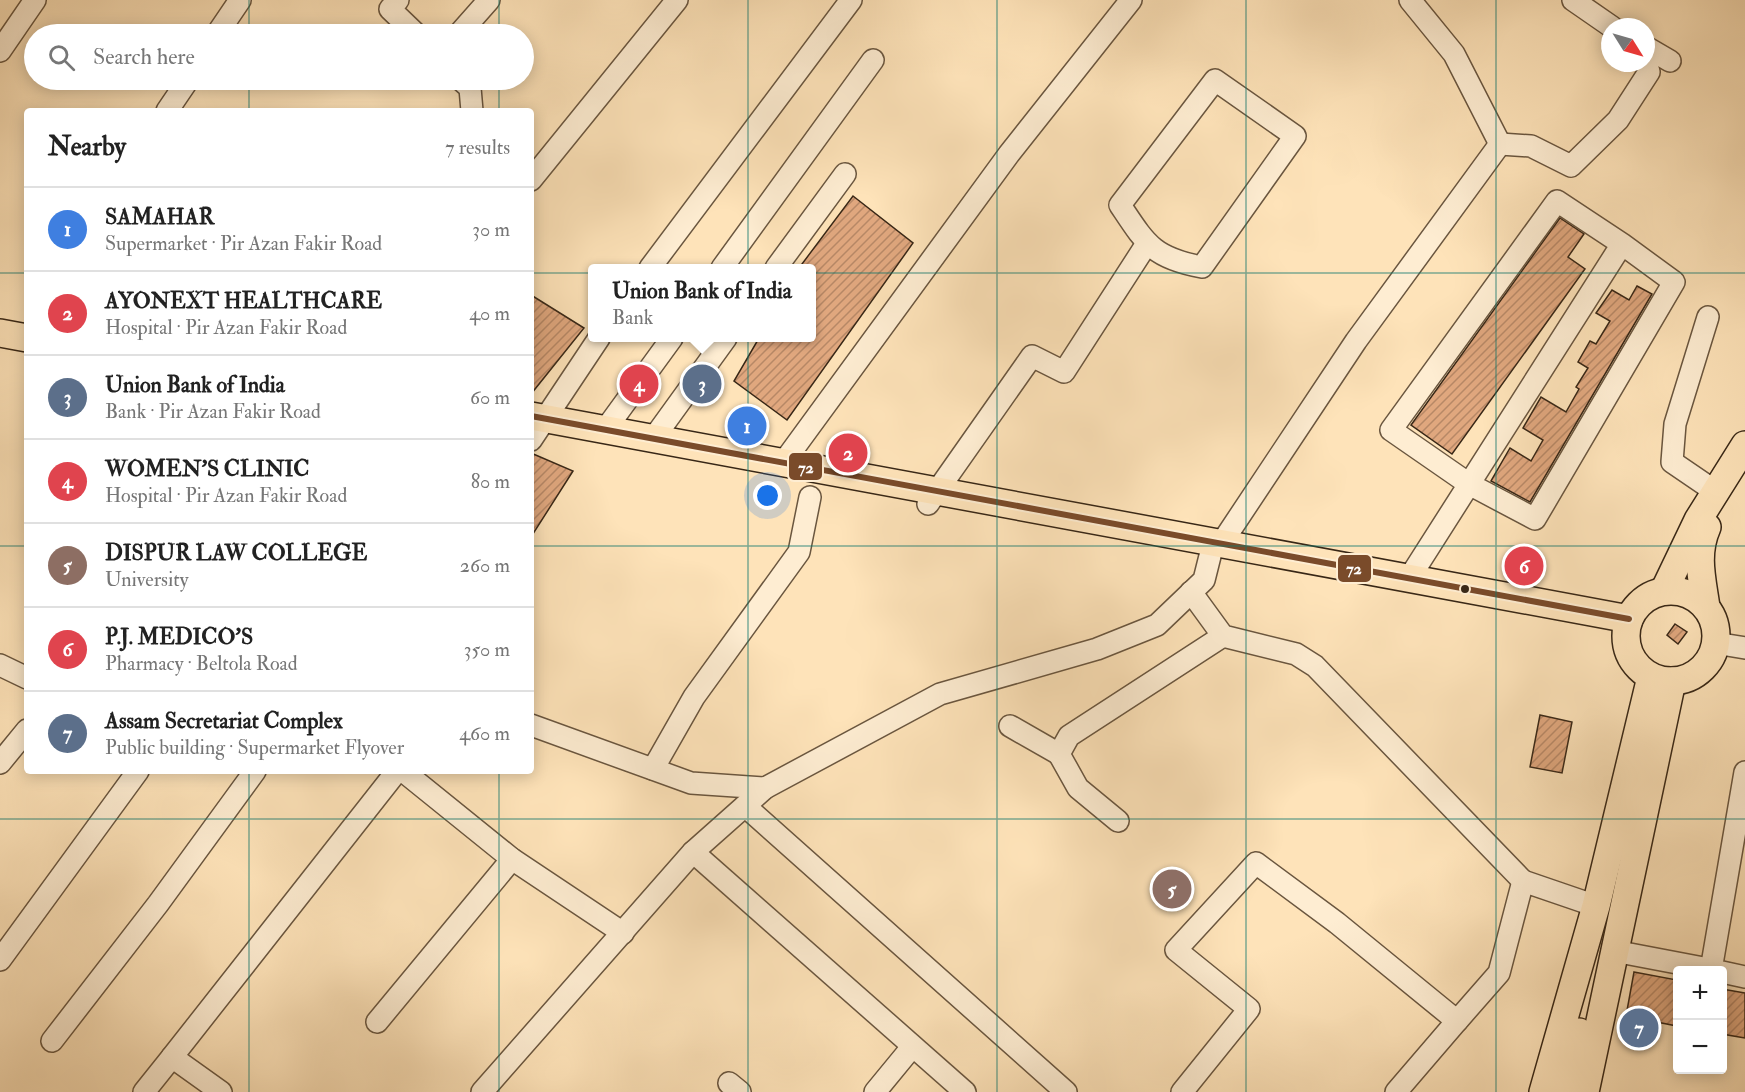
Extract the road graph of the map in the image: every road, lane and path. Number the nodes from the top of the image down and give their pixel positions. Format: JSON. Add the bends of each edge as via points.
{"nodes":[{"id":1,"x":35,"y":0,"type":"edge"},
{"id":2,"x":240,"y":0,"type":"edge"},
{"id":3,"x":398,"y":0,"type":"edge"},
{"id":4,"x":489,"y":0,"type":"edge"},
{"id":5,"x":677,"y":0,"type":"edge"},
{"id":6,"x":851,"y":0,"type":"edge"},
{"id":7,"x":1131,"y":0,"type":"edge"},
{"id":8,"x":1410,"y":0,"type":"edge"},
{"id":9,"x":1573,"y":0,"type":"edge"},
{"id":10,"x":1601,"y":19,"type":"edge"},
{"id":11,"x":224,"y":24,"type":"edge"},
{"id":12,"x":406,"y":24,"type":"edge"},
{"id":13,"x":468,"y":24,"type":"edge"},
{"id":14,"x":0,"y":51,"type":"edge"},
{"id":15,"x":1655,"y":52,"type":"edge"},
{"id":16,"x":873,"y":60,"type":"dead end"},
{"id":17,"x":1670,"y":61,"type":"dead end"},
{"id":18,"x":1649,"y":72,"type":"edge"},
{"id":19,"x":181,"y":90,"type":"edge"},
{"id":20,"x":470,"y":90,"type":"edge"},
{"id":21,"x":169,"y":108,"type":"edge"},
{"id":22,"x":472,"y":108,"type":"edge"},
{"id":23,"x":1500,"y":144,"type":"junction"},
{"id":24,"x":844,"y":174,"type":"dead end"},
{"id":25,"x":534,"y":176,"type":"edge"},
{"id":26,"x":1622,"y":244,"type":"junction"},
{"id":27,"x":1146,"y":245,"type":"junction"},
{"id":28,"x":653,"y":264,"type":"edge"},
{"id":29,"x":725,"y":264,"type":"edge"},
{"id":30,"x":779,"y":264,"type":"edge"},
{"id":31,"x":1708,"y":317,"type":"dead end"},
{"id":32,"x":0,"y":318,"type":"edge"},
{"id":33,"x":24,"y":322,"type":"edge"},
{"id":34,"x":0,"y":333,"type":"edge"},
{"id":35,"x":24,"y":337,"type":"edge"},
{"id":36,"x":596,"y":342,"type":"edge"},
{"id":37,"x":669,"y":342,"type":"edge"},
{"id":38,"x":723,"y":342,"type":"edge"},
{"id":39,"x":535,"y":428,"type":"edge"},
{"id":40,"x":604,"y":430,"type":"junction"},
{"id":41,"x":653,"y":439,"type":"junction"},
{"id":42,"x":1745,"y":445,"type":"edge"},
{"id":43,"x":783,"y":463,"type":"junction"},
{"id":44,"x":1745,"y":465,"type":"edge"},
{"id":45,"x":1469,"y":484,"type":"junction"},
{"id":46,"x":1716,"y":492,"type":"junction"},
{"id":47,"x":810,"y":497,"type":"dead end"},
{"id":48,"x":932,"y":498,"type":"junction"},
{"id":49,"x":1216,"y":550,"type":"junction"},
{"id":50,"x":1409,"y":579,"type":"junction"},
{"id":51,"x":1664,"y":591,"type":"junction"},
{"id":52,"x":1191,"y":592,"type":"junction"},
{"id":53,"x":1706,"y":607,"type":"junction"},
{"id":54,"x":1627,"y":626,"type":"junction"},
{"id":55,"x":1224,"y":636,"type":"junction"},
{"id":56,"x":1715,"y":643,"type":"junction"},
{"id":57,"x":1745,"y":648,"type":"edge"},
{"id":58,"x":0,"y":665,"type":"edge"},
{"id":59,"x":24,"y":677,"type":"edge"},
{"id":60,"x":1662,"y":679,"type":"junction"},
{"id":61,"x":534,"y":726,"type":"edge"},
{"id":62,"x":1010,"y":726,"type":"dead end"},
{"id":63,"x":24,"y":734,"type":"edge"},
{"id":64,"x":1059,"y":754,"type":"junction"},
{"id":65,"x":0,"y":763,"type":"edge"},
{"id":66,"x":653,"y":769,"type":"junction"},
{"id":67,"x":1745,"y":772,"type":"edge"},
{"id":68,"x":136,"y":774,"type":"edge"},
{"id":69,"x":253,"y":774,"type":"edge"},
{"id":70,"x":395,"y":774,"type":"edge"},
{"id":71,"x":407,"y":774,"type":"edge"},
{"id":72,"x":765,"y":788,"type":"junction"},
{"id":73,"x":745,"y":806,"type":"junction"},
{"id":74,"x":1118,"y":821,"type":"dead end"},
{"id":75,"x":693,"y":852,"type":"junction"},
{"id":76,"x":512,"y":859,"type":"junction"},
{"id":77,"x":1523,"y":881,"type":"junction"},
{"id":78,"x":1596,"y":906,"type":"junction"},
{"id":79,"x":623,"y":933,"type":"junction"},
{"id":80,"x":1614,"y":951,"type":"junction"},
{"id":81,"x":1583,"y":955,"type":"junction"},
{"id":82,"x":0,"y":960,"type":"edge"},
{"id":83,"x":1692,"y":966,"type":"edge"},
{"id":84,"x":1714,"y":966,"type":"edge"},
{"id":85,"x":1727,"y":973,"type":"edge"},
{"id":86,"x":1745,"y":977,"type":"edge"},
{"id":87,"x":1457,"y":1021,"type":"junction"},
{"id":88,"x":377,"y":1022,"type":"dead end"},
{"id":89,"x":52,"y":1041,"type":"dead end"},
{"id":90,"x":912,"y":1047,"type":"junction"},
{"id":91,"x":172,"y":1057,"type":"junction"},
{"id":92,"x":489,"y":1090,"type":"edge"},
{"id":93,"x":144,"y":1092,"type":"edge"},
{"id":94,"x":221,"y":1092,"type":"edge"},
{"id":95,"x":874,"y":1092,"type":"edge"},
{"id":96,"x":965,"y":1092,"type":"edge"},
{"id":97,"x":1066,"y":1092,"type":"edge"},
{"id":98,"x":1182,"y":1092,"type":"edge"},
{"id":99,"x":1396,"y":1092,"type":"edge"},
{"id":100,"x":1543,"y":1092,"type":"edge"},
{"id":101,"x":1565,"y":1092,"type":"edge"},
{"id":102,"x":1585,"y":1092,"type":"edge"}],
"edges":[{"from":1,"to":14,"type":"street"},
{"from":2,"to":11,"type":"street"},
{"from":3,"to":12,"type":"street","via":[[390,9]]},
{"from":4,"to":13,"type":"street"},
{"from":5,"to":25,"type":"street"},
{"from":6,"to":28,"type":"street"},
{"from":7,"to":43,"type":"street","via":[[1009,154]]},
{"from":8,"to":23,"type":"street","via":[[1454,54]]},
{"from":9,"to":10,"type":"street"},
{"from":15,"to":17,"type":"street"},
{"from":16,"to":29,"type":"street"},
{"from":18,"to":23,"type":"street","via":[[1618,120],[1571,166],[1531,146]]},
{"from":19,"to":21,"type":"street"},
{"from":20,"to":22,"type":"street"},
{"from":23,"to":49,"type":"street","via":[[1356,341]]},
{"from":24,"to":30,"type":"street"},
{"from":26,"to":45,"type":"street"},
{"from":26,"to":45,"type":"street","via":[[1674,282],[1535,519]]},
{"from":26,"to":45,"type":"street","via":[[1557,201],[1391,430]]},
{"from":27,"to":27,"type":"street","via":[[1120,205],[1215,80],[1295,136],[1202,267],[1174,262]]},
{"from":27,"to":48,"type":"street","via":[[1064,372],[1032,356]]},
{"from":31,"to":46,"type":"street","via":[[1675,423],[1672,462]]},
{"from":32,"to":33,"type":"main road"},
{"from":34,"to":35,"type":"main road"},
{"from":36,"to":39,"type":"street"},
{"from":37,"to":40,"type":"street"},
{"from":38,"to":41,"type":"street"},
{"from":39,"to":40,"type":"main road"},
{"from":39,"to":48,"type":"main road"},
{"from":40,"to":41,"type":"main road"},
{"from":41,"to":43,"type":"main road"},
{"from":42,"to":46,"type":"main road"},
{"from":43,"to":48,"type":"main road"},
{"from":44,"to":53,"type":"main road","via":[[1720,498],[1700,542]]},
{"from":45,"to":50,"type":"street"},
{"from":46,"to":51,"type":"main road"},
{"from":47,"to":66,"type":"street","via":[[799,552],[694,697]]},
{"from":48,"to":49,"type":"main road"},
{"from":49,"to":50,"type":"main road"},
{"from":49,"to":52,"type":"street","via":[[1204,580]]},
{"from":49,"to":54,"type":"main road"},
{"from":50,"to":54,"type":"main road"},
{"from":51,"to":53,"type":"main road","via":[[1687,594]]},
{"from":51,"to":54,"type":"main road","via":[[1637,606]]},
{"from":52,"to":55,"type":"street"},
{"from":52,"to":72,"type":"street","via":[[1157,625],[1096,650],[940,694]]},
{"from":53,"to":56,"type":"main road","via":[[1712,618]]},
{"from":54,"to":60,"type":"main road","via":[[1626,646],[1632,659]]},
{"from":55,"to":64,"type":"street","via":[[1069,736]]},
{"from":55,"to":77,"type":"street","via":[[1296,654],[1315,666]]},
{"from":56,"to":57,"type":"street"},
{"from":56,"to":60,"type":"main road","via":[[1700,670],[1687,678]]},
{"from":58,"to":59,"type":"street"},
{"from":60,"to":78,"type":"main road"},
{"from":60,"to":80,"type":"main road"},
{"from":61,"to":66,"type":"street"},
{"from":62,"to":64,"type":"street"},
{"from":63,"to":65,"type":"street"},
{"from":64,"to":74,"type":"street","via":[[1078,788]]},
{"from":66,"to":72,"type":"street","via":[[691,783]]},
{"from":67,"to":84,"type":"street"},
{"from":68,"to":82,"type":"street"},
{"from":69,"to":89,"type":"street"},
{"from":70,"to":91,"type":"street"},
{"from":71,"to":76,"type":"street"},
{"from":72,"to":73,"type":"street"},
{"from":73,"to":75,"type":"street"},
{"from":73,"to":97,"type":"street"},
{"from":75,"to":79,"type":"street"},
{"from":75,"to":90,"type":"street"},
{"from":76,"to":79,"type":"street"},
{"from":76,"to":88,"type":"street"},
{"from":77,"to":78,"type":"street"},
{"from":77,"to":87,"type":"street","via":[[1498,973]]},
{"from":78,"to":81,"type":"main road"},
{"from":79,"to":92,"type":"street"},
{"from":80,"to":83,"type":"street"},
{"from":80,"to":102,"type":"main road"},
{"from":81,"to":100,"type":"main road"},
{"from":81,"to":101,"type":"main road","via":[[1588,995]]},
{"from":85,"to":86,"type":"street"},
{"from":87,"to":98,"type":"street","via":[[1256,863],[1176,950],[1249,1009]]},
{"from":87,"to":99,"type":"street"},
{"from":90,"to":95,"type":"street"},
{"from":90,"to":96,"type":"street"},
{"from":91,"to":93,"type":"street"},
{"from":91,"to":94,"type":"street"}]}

▬▬▬▬▬▬

▶ _YOUR OBJECTIVE_: Reproduce each line above that contains "dead".

▶ _YOUR RESPONSE_:
{"id":16,"x":873,"y":60,"type":"dead end"},
{"id":17,"x":1670,"y":61,"type":"dead end"},
{"id":24,"x":844,"y":174,"type":"dead end"},
{"id":31,"x":1708,"y":317,"type":"dead end"},
{"id":47,"x":810,"y":497,"type":"dead end"},
{"id":62,"x":1010,"y":726,"type":"dead end"},
{"id":74,"x":1118,"y":821,"type":"dead end"},
{"id":88,"x":377,"y":1022,"type":"dead end"},
{"id":89,"x":52,"y":1041,"type":"dead end"},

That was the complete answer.